((

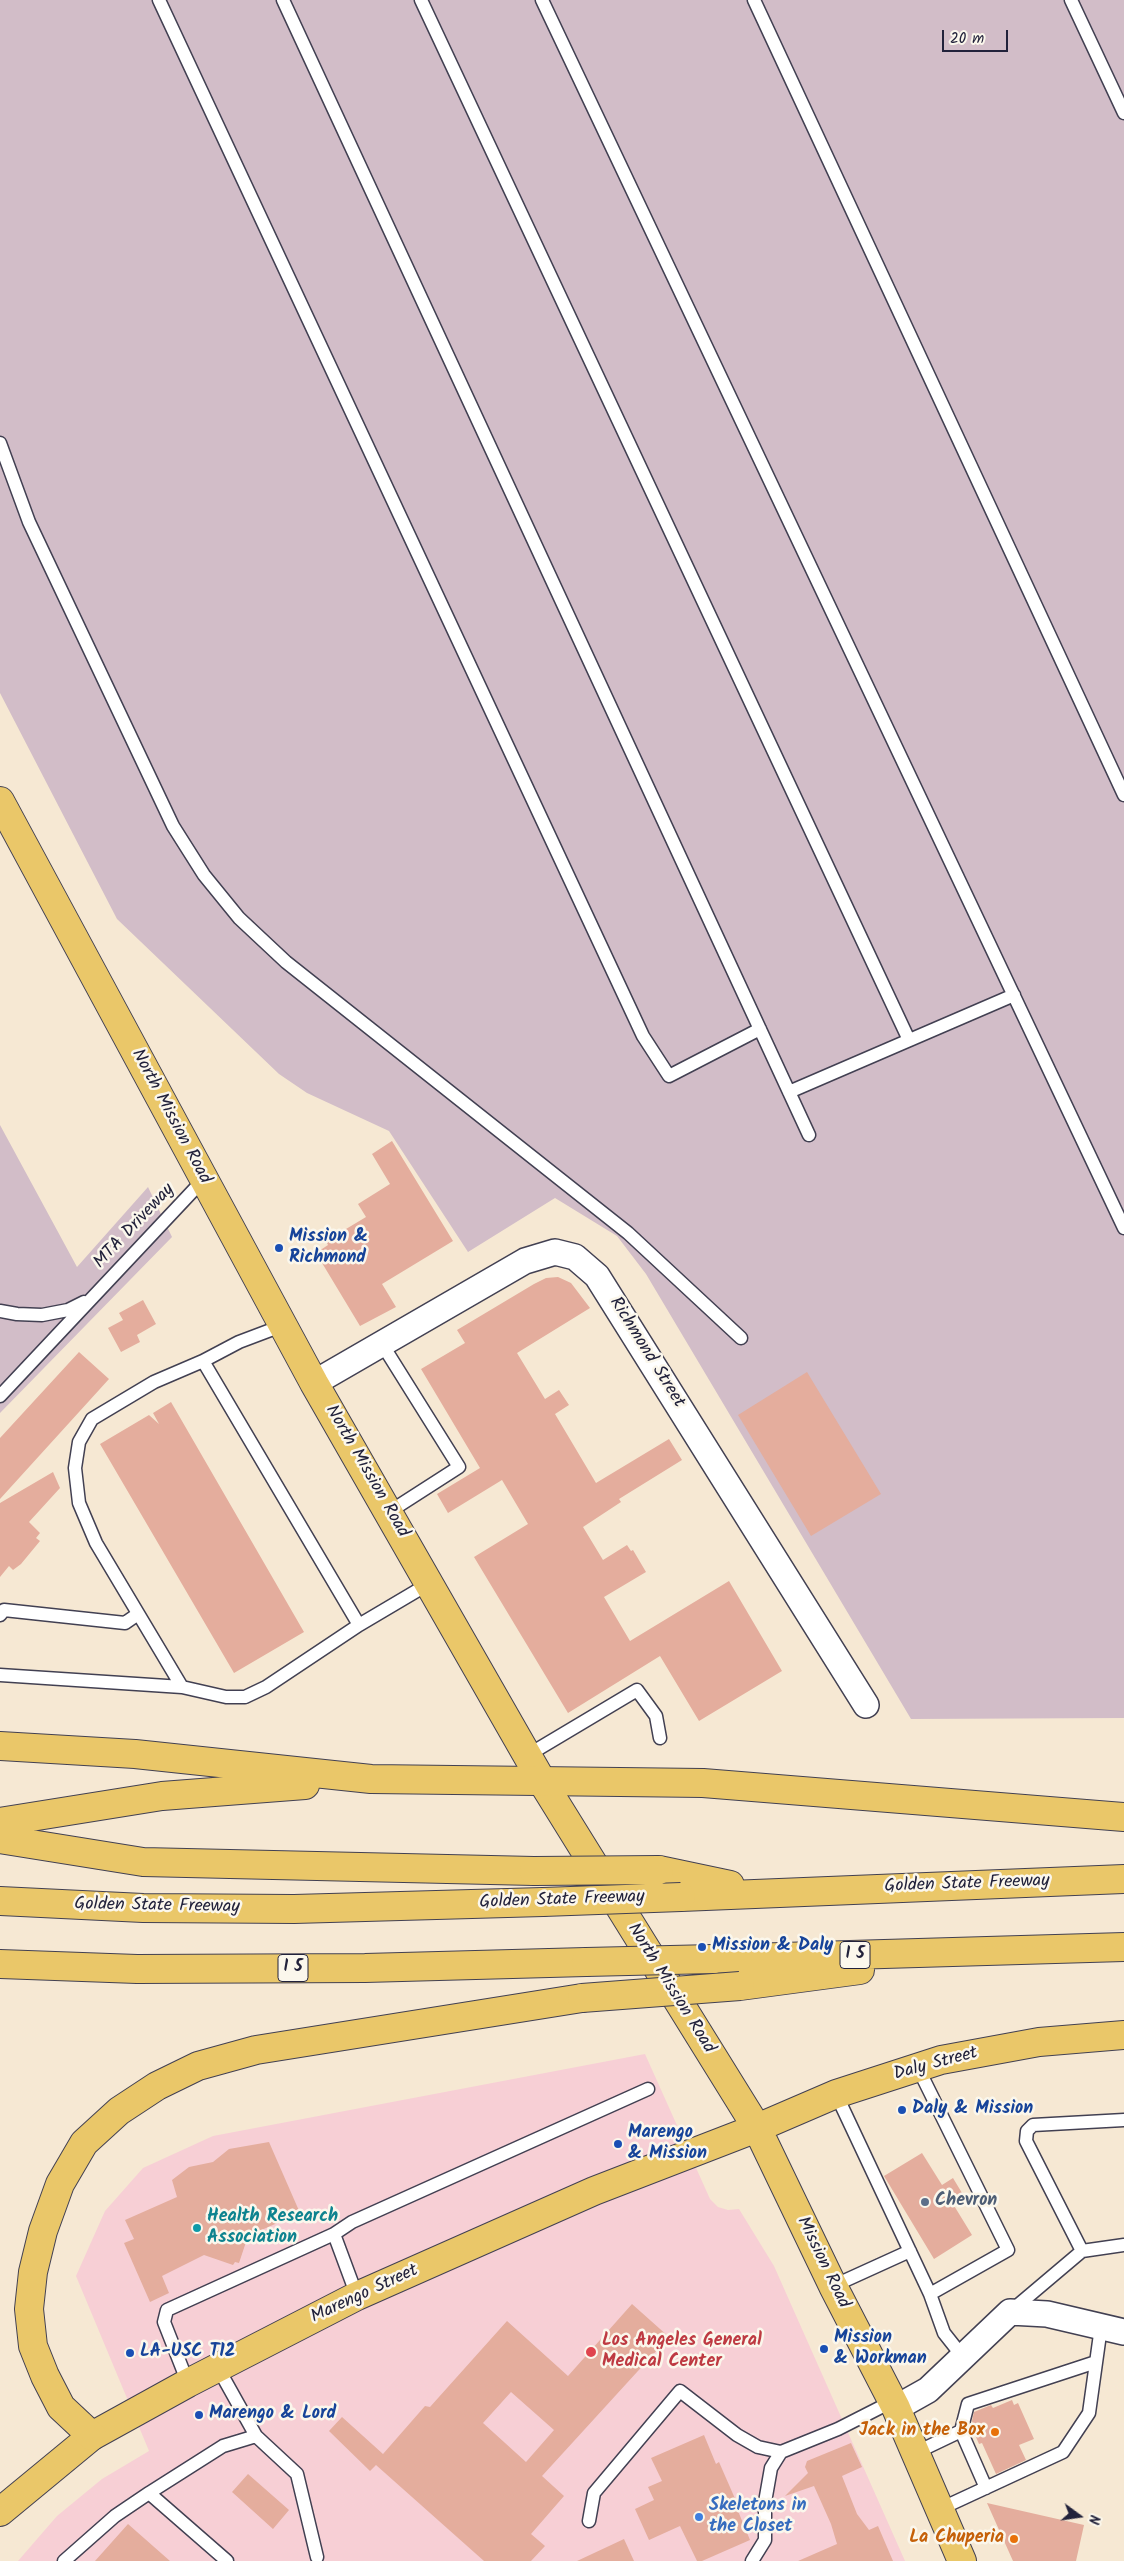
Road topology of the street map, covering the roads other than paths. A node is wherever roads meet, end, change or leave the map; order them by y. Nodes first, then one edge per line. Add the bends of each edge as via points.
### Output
1 (159, 0) edge
2 (283, 0) edge
3 (421, 0) edge
4 (542, 0) edge
5 (754, 0) edge
6 (1070, 0) edge
7 (1124, 113) edge
8 (0, 443) edge
9 (1124, 795) edge
10 (0, 801) edge
11 (1014, 995) junction
12 (760, 1029) junction
13 (909, 1040) junction
14 (789, 1092) junction
15 (809, 1135) dead end
16 (204, 1179) junction
17 (1124, 1228) edge
18 (91, 1299) junction
19 (0, 1310) edge
20 (284, 1325) junction
21 (741, 1338) dead end
22 (382, 1344) junction
23 (203, 1361) junction
24 (314, 1382) junction
25 (0, 1396) edge
26 (389, 1512) junction
27 (430, 1583) junction
28 (138, 1614) junction
29 (0, 1615) edge
30 (360, 1625) junction
31 (0, 1675) edge
32 (182, 1687) junction
33 (866, 1705) dead end
34 (660, 1738) dead end
35 (0, 1746) edge
36 (528, 1755) junction
37 (371, 1779) junction
38 (543, 1783) junction
39 (1124, 1817) edge
40 (0, 1822) edge
41 (0, 1839) edge
42 (1124, 1879) edge
43 (768, 1893) junction
44 (0, 1901) edge
45 (1124, 1947) edge
46 (997, 1950) junction
47 (0, 1964) edge
48 (1124, 2035) edge
49 (918, 2068) junction
50 (648, 2088) dead end
51 (836, 2094) junction
52 (1124, 2120) edge
53 (757, 2128) junction
54 (334, 2234) junction
55 (1124, 2245) edge
56 (910, 2251) junction
57 (1082, 2251) junction
58 (833, 2286) junction
59 (930, 2294) junction
60 (357, 2296) junction
61 (1010, 2312) junction
62 (1112, 2329) edge
63 (962, 2358) junction
64 (1096, 2362) junction
65 (218, 2368) junction
66 (188, 2384) junction
67 (894, 2405) junction
68 (961, 2431) junction
69 (92, 2436) junction
70 (256, 2436) junction
71 (781, 2452) junction
72 (916, 2453) junction
73 (986, 2488) junction
74 (149, 2493) junction
75 (2, 2507) edge
76 (940, 2509) junction
77 (589, 2521) dead end
78 (317, 2556) dead end
79 (64, 2561) edge
80 (226, 2561) edge
81 (752, 2561) edge
82 (962, 2561) edge

1 - 12 lane via 643,1036 669,1076
2 - 12 lane
3 - 13 lane
4 - 11 lane
5 - 9 lane
6 - 7 lane
8 - 21 lane via 29,522 173,826 204,875 239,918 286,962 628,1233
10 - 16 main road, North Mission Road
11 - 13 lane
11 - 17 lane
12 - 14 lane
13 - 14 lane
14 - 15 lane
16 - 18 lane, MTA Driveway
16 - 20 main road, North Mission Road
18 - 19 lane via 68,1310 42,1315
18 - 25 lane, MTA Driveway
20 - 23 lane via 239,1342
20 - 24 main road, North Mission Road
22 - 24 street, Richmond Street
22 - 26 lane via 459,1468
22 - 33 street, Richmond Street via 525,1261 555,1252 575,1257 597,1276
23 - 28 lane via 154,1382 92,1419 79,1442 75,1468 79,1503 96,1544
23 - 30 lane
24 - 26 main road, North Mission Road
26 - 27 main road, North Mission Road
27 - 30 lane
27 - 36 main road, North Mission Road
28 - 29 lane via 125,1623 4,1610
28 - 32 lane
30 - 32 lane via 266,1687 245,1697 226,1697
31 - 32 lane
34 - 36 lane via 656,1716 637,1690
35 - 37 main road via 135,1754
36 - 38 main road, North Mission Road
37 - 38 main road
37 - 40 main road via 162,1796
38 - 39 main road via 703,1783
38 - 53 main road, North Mission Road
41 - 43 main road, bridge via 143,1862 659,1870
42 - 43 main road, Golden State Freeway
43 - 44 main road, Golden State Freeway, bridge via 294,1909 143,1908
45 - 46 main road, I 5
46 - 47 main road, I 5, bridge via 365,1968 137,1969
46 - 69 main road, bridge via 740,1986 582,1998 256,2050 198,2066 157,2086 119,2111 84,2143 60,2184 32,2272 29,2309 33,2346 61,2407
48 - 49 main road, Daly Street via 1038,2042 941,2060
49 - 51 main road, Daly Street
49 - 59 lane via 1008,2250
50 - 54 lane via 352,2222
51 - 53 main road, Daly Street
51 - 56 lane
52 - 57 lane via 1033,2126 1026,2131 1026,2141
53 - 58 main road, Mission Road
53 - 60 main road, Marengo Street via 594,2191
54 - 60 lane
54 - 66 lane via 167,2310 164,2322
55 - 57 lane
56 - 58 lane
56 - 59 lane
57 - 61 lane
58 - 67 main road, Mission Road
59 - 63 lane via 944,2333
60 - 65 main road, Marengo Street
61 - 62 street via 1047,2314
61 - 63 street
62 - 64 lane
63 - 67 street via 928,2390
64 - 68 lane via 968,2404
64 - 73 lane via 1089,2413 1063,2452
65 - 66 main road, Marengo Street
65 - 70 lane
66 - 69 main road, Marengo Street
67 - 71 lane
67 - 72 main road, Mission Road
68 - 72 lane
68 - 73 lane
69 - 75 main road, Marengo Street
70 - 74 lane via 223,2446
70 - 78 lane via 297,2474
71 - 77 lane via 758,2447 737,2435 680,2392 594,2493
71 - 81 lane via 771,2468 765,2502 764,2540
72 - 76 main road, Mission Road
73 - 76 lane
74 - 79 lane via 115,2516
74 - 80 lane
76 - 82 main road, Mission Road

))

*Exercise description*: Reproduce the data above exactly, leaving each picture out.

*Solution to this problem*:
Road topology of the street map, covering the roads other than paths. A node is wherever roads meet, end, change or leave the map; order them by y. Nodes first, then one edge per line. Add the bends of each edge as via points.
### Output
1 (159, 0) edge
2 (283, 0) edge
3 (421, 0) edge
4 (542, 0) edge
5 (754, 0) edge
6 (1070, 0) edge
7 (1124, 113) edge
8 (0, 443) edge
9 (1124, 795) edge
10 (0, 801) edge
11 (1014, 995) junction
12 (760, 1029) junction
13 (909, 1040) junction
14 (789, 1092) junction
15 (809, 1135) dead end
16 (204, 1179) junction
17 (1124, 1228) edge
18 (91, 1299) junction
19 (0, 1310) edge
20 (284, 1325) junction
21 (741, 1338) dead end
22 (382, 1344) junction
23 (203, 1361) junction
24 (314, 1382) junction
25 (0, 1396) edge
26 (389, 1512) junction
27 (430, 1583) junction
28 (138, 1614) junction
29 (0, 1615) edge
30 (360, 1625) junction
31 (0, 1675) edge
32 (182, 1687) junction
33 (866, 1705) dead end
34 (660, 1738) dead end
35 (0, 1746) edge
36 (528, 1755) junction
37 (371, 1779) junction
38 (543, 1783) junction
39 (1124, 1817) edge
40 (0, 1822) edge
41 (0, 1839) edge
42 (1124, 1879) edge
43 (768, 1893) junction
44 (0, 1901) edge
45 (1124, 1947) edge
46 (997, 1950) junction
47 (0, 1964) edge
48 (1124, 2035) edge
49 (918, 2068) junction
50 (648, 2088) dead end
51 (836, 2094) junction
52 (1124, 2120) edge
53 (757, 2128) junction
54 (334, 2234) junction
55 (1124, 2245) edge
56 (910, 2251) junction
57 (1082, 2251) junction
58 (833, 2286) junction
59 (930, 2294) junction
60 (357, 2296) junction
61 (1010, 2312) junction
62 (1112, 2329) edge
63 (962, 2358) junction
64 (1096, 2362) junction
65 (218, 2368) junction
66 (188, 2384) junction
67 (894, 2405) junction
68 (961, 2431) junction
69 (92, 2436) junction
70 (256, 2436) junction
71 (781, 2452) junction
72 (916, 2453) junction
73 (986, 2488) junction
74 (149, 2493) junction
75 (2, 2507) edge
76 (940, 2509) junction
77 (589, 2521) dead end
78 (317, 2556) dead end
79 (64, 2561) edge
80 (226, 2561) edge
81 (752, 2561) edge
82 (962, 2561) edge

1 - 12 lane via 643,1036 669,1076
2 - 12 lane
3 - 13 lane
4 - 11 lane
5 - 9 lane
6 - 7 lane
8 - 21 lane via 29,522 173,826 204,875 239,918 286,962 628,1233
10 - 16 main road, North Mission Road
11 - 13 lane
11 - 17 lane
12 - 14 lane
13 - 14 lane
14 - 15 lane
16 - 18 lane, MTA Driveway
16 - 20 main road, North Mission Road
18 - 19 lane via 68,1310 42,1315
18 - 25 lane, MTA Driveway
20 - 23 lane via 239,1342
20 - 24 main road, North Mission Road
22 - 24 street, Richmond Street
22 - 26 lane via 459,1468
22 - 33 street, Richmond Street via 525,1261 555,1252 575,1257 597,1276
23 - 28 lane via 154,1382 92,1419 79,1442 75,1468 79,1503 96,1544
23 - 30 lane
24 - 26 main road, North Mission Road
26 - 27 main road, North Mission Road
27 - 30 lane
27 - 36 main road, North Mission Road
28 - 29 lane via 125,1623 4,1610
28 - 32 lane
30 - 32 lane via 266,1687 245,1697 226,1697
31 - 32 lane
34 - 36 lane via 656,1716 637,1690
35 - 37 main road via 135,1754
36 - 38 main road, North Mission Road
37 - 38 main road
37 - 40 main road via 162,1796
38 - 39 main road via 703,1783
38 - 53 main road, North Mission Road
41 - 43 main road, bridge via 143,1862 659,1870
42 - 43 main road, Golden State Freeway
43 - 44 main road, Golden State Freeway, bridge via 294,1909 143,1908
45 - 46 main road, I 5
46 - 47 main road, I 5, bridge via 365,1968 137,1969
46 - 69 main road, bridge via 740,1986 582,1998 256,2050 198,2066 157,2086 119,2111 84,2143 60,2184 32,2272 29,2309 33,2346 61,2407
48 - 49 main road, Daly Street via 1038,2042 941,2060
49 - 51 main road, Daly Street
49 - 59 lane via 1008,2250
50 - 54 lane via 352,2222
51 - 53 main road, Daly Street
51 - 56 lane
52 - 57 lane via 1033,2126 1026,2131 1026,2141
53 - 58 main road, Mission Road
53 - 60 main road, Marengo Street via 594,2191
54 - 60 lane
54 - 66 lane via 167,2310 164,2322
55 - 57 lane
56 - 58 lane
56 - 59 lane
57 - 61 lane
58 - 67 main road, Mission Road
59 - 63 lane via 944,2333
60 - 65 main road, Marengo Street
61 - 62 street via 1047,2314
61 - 63 street
62 - 64 lane
63 - 67 street via 928,2390
64 - 68 lane via 968,2404
64 - 73 lane via 1089,2413 1063,2452
65 - 66 main road, Marengo Street
65 - 70 lane
66 - 69 main road, Marengo Street
67 - 71 lane
67 - 72 main road, Mission Road
68 - 72 lane
68 - 73 lane
69 - 75 main road, Marengo Street
70 - 74 lane via 223,2446
70 - 78 lane via 297,2474
71 - 77 lane via 758,2447 737,2435 680,2392 594,2493
71 - 81 lane via 771,2468 765,2502 764,2540
72 - 76 main road, Mission Road
73 - 76 lane
74 - 79 lane via 115,2516
74 - 80 lane
76 - 82 main road, Mission Road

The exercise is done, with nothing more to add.